### WHAT THE TASK ASKS
Leave out the pictures and restate the rest of the data exactly.

[ENTRIES SUPPLIED — start]

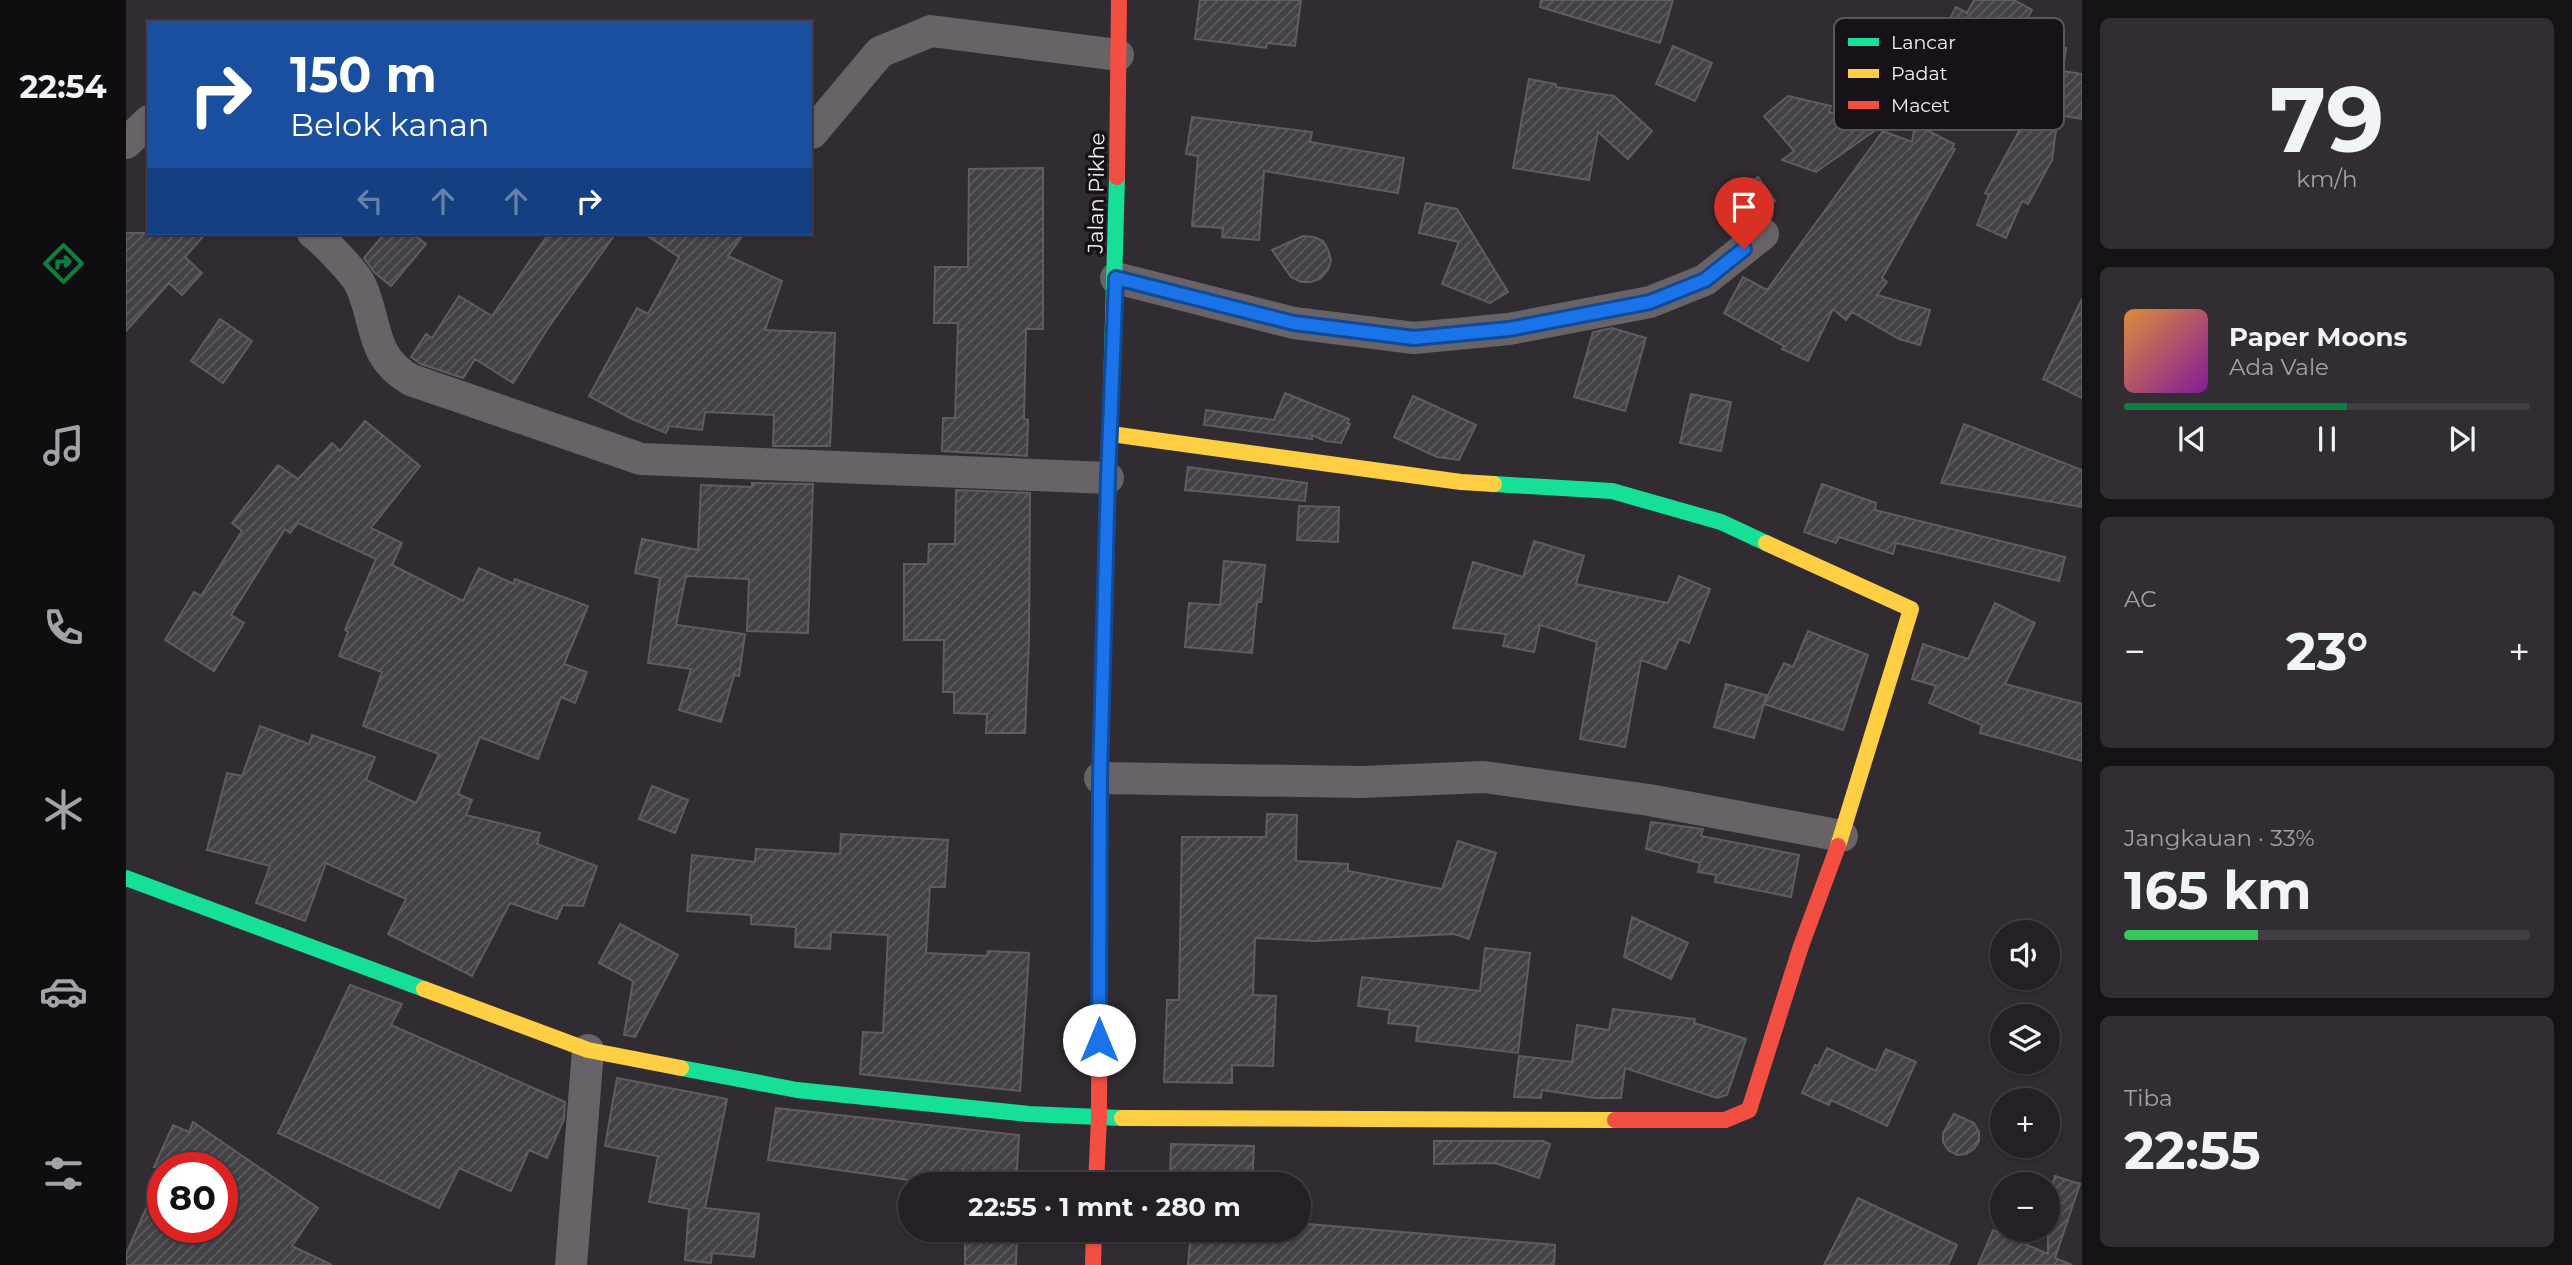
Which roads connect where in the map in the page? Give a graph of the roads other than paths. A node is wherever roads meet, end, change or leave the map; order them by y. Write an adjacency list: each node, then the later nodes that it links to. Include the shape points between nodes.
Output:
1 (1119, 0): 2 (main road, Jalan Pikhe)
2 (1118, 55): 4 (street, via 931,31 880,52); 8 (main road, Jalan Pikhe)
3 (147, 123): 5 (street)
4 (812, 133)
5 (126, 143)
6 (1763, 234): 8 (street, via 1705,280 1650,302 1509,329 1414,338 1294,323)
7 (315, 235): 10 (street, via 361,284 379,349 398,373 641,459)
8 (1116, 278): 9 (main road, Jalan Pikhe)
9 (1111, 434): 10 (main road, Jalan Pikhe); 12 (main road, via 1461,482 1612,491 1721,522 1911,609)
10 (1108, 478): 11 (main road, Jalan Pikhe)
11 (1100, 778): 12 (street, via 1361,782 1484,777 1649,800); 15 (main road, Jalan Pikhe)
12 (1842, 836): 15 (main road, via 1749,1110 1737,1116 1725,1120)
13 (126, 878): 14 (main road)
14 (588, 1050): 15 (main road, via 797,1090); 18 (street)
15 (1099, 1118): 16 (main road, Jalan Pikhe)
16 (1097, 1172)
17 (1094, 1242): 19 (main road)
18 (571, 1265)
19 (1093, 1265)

[ENTRIES SUPPLIED — finish]

### SOLUTION TO THIS EXERCISE
Which roads connect where in the map in the page? Give a graph of the roads other than paths. A node is wherever roads meet, end, change or leave the map; order them by y. Write an adjacency list: each node, then the later nodes that it links to. Include the shape points between nodes.
Output:
1 (1119, 0): 2 (main road, Jalan Pikhe)
2 (1118, 55): 4 (street, via 931,31 880,52); 8 (main road, Jalan Pikhe)
3 (147, 123): 5 (street)
4 (812, 133)
5 (126, 143)
6 (1763, 234): 8 (street, via 1705,280 1650,302 1509,329 1414,338 1294,323)
7 (315, 235): 10 (street, via 361,284 379,349 398,373 641,459)
8 (1116, 278): 9 (main road, Jalan Pikhe)
9 (1111, 434): 10 (main road, Jalan Pikhe); 12 (main road, via 1461,482 1612,491 1721,522 1911,609)
10 (1108, 478): 11 (main road, Jalan Pikhe)
11 (1100, 778): 12 (street, via 1361,782 1484,777 1649,800); 15 (main road, Jalan Pikhe)
12 (1842, 836): 15 (main road, via 1749,1110 1737,1116 1725,1120)
13 (126, 878): 14 (main road)
14 (588, 1050): 15 (main road, via 797,1090); 18 (street)
15 (1099, 1118): 16 (main road, Jalan Pikhe)
16 (1097, 1172)
17 (1094, 1242): 19 (main road)
18 (571, 1265)
19 (1093, 1265)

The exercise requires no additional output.